Trainerin Tatjana Körner empfiehlt folgende Ausfallschritt-Übung,

  • weil sie so einfach wie effektiv ist
  • weil du sie sowohl daheim als auch unterwegs im Freien machen kannst
  • weil du sie auch problemlos mit Kind ausführen kannst – egal ob im Buggy, auf dem Arm, in der Trage vorne oder auf dem Rücken
  • weil es zwei Variationen für Anfänger und Fortgeschrittene gibt.

Und so geht´s:

  • Komme zuerst in einen aufrechten Stand, spanne deine Bauchmuskeln an und aktiviere deinen Beckenboden.
  • Mache einen großen Schritt mit einem Bein nach vorne. So weit, dass dein vorderer Fuß unter dem Knie steht und einen rechten Winkel bildet. 
  • Gleichzeitig beugst du auch das hintere Bein ungefähr in einen rechten Winkel, sodass das hintere Knie knapp über dem Boden schwebt.
  • Dein Oberkörper bleibt dabei so aufrecht wie möglich. Vermeide, dass sich dein Oberkörper zum vorderen Oberschenkel neigt.

In dieser Haltung hast du nun verschiedene Optionen:

Anfänger: Du bleibst in dieser Position und hebst und senkst deine Hüfte, indem du deine Beine leicht im Wechsel beugst und streckst. Dabei hältst du die ganze Zeit deine Bauchmuskulatur und auch deinen Beckenbogen aktiv. Wiederhole das Auf- und Absenken zehn Mal und wechsle dann die Seite. Diesen Wechsel kannst du vier Runden wiederholen.
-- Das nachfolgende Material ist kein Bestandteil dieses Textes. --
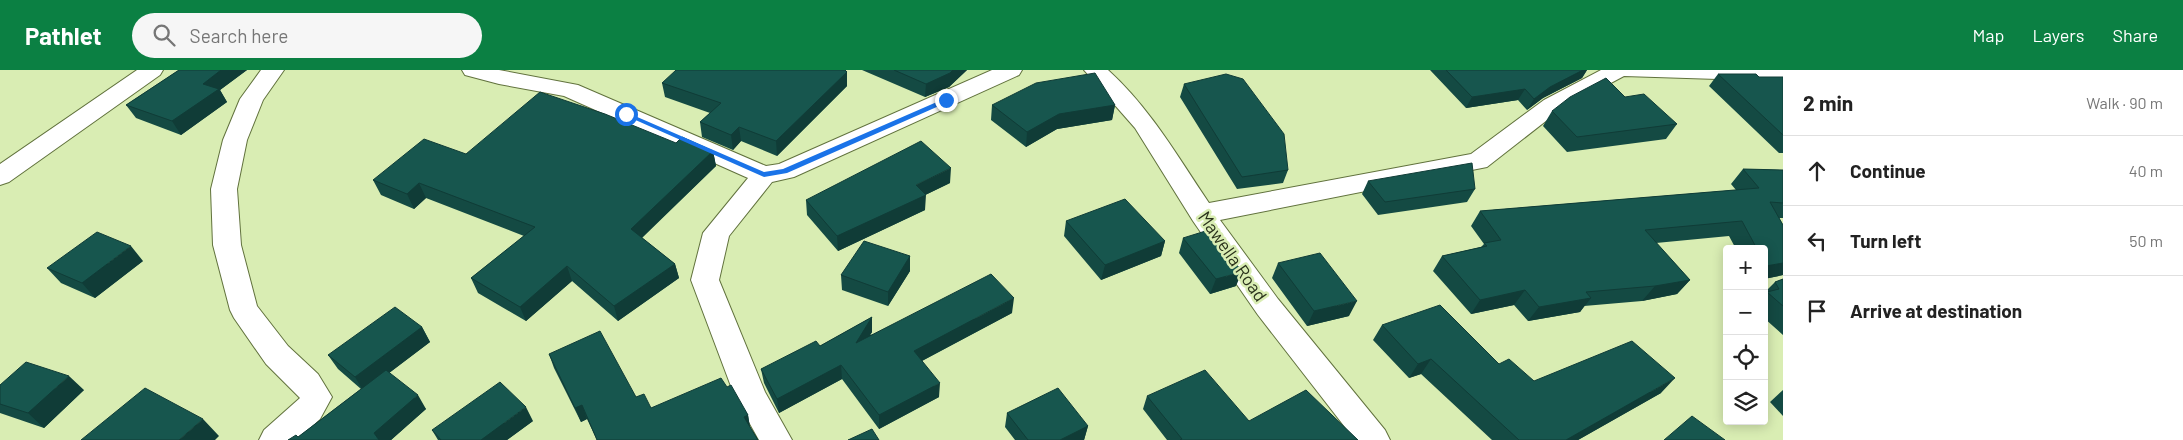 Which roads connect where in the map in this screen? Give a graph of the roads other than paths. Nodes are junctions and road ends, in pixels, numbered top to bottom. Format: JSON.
{"nodes":[{"id":1,"x":152,"y":70,"type":"edge"},
{"id":2,"x":273,"y":70,"type":"edge"},
{"id":3,"x":473,"y":70,"type":"edge"},
{"id":4,"x":1011,"y":70,"type":"edge"},
{"id":5,"x":1094,"y":70,"type":"edge"},
{"id":6,"x":1618,"y":70,"type":"edge"},
{"id":7,"x":1627,"y":70,"type":"edge"},
{"id":8,"x":1783,"y":74,"type":"edge"},
{"id":9,"x":764,"y":175,"type":"junction"},
{"id":10,"x":0,"y":176,"type":"edge"},
{"id":11,"x":1202,"y":214,"type":"junction"},
{"id":12,"x":275,"y":440,"type":"edge"},
{"id":13,"x":776,"y":440,"type":"edge"},
{"id":14,"x":1374,"y":440,"type":"edge"}],
"edges":[{"from":1,"to":10,"type":"street"},
{"from":2,"to":12,"type":"street"},
{"from":3,"to":9,"type":"street"},
{"from":4,"to":9,"type":"street"},
{"from":5,"to":11,"type":"street","name":"Mawella Road"},
{"from":6,"to":11,"type":"street"},
{"from":7,"to":8,"type":"street"},
{"from":9,"to":13,"type":"street"},
{"from":11,"to":14,"type":"street","name":"Mawella Road"}]}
Fortgeschrittene: Aus der oben beschriebenen Position stellst du das vordere Bein wieder nach hinten neben das andere Bein, indem du in den Stand zurückkommst. Aktiviere nochmals deine Bauchmuskeln und den Beckenboden, bevor der vordere Fuß vom Boden abhebt. Nun bringst du im selben Ablauf den anderen Fuß nach vorne. 
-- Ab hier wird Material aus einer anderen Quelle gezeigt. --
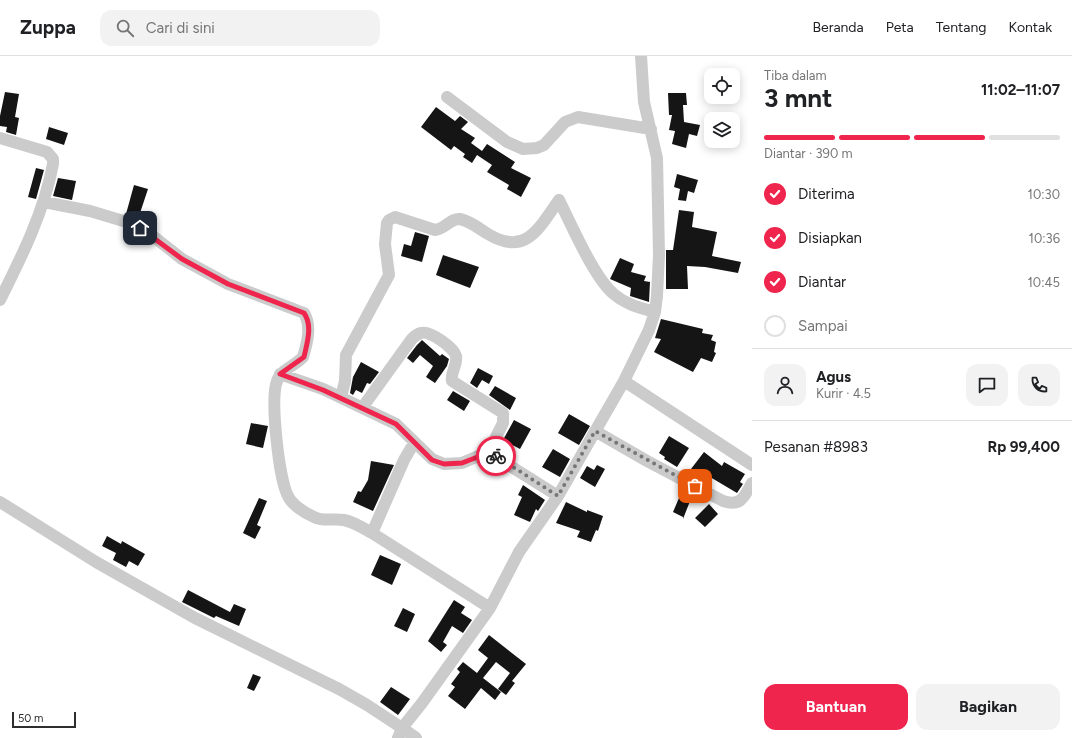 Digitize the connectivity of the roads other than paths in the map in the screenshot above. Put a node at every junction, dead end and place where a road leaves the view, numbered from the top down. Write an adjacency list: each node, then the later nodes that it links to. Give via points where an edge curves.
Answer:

Wiederhole diesen Wechsel acht Mal je Bein, mache eine kurze Pause und fange von vorne an. Vier Runden lang.

Darum ist diese Übung so gut

Der Ausfallschritt ist eine Übung, die alle Muskeln trainiert, die du im Mama-Alltag brauchst. Sie ist sehr alltagsnah, da Mütter häufig in die Knie gehen müssen, um das Baby hochzunehmen oder Gegenstände aufzuheben. Dabei wie im Ausfallschritt tief zu gehen, ist rückenschonender, als sich mit dem Oberkörper nach vorne zu beugen.
Gleichzeitig trainierst du bei der Übung große Muskelgruppen (Beine, Hüfte, Po, Bauch und Rücken, und wenn du das Kind ohne Trage hältst, auch die Arme).